Work to complete:
Wherever a line holds the word "Prat", copy that line from the data.

Supplied material:
------------------------------------------------------------------------

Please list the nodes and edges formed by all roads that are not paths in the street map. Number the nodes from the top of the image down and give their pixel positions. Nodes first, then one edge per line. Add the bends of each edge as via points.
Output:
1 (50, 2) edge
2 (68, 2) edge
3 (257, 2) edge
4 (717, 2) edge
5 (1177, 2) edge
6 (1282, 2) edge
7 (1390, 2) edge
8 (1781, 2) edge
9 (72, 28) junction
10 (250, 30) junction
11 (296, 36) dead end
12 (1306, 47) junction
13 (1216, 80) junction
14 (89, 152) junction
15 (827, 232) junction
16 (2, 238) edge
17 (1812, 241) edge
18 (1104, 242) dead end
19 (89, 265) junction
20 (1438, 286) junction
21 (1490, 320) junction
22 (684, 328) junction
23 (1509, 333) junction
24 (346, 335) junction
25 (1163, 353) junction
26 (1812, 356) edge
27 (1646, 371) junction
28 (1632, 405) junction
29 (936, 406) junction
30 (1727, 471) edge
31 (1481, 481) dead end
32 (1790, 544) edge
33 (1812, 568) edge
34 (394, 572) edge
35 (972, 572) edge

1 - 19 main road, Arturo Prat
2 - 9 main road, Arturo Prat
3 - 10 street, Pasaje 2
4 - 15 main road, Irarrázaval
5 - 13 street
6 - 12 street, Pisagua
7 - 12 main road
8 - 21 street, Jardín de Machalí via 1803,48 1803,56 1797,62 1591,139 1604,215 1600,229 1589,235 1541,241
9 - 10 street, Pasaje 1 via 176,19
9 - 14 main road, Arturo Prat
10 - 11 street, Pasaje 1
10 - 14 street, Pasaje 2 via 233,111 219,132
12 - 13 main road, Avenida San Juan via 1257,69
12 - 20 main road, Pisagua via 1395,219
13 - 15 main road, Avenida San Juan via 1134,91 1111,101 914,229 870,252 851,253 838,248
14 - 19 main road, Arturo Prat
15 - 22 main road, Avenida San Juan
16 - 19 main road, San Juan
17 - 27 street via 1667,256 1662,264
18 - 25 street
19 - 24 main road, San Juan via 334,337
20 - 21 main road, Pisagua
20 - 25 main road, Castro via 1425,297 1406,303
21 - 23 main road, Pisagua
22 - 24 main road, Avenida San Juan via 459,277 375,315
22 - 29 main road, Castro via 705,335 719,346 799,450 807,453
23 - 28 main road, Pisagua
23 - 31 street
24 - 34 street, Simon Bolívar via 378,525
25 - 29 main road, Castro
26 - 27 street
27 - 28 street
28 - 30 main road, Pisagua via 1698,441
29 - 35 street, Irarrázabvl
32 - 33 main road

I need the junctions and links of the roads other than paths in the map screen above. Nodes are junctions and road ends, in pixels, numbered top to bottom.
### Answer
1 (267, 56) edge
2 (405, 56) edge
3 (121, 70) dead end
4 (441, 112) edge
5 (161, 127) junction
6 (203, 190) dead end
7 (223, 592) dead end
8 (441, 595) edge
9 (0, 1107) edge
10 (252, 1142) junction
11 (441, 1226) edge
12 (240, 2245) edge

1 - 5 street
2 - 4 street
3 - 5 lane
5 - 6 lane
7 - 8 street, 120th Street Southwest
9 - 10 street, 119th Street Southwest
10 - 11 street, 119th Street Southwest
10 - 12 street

------------------------------------------------------------------------

Task answer:
1 - 19 main road, Arturo Prat
2 - 9 main road, Arturo Prat
9 - 14 main road, Arturo Prat
14 - 19 main road, Arturo Prat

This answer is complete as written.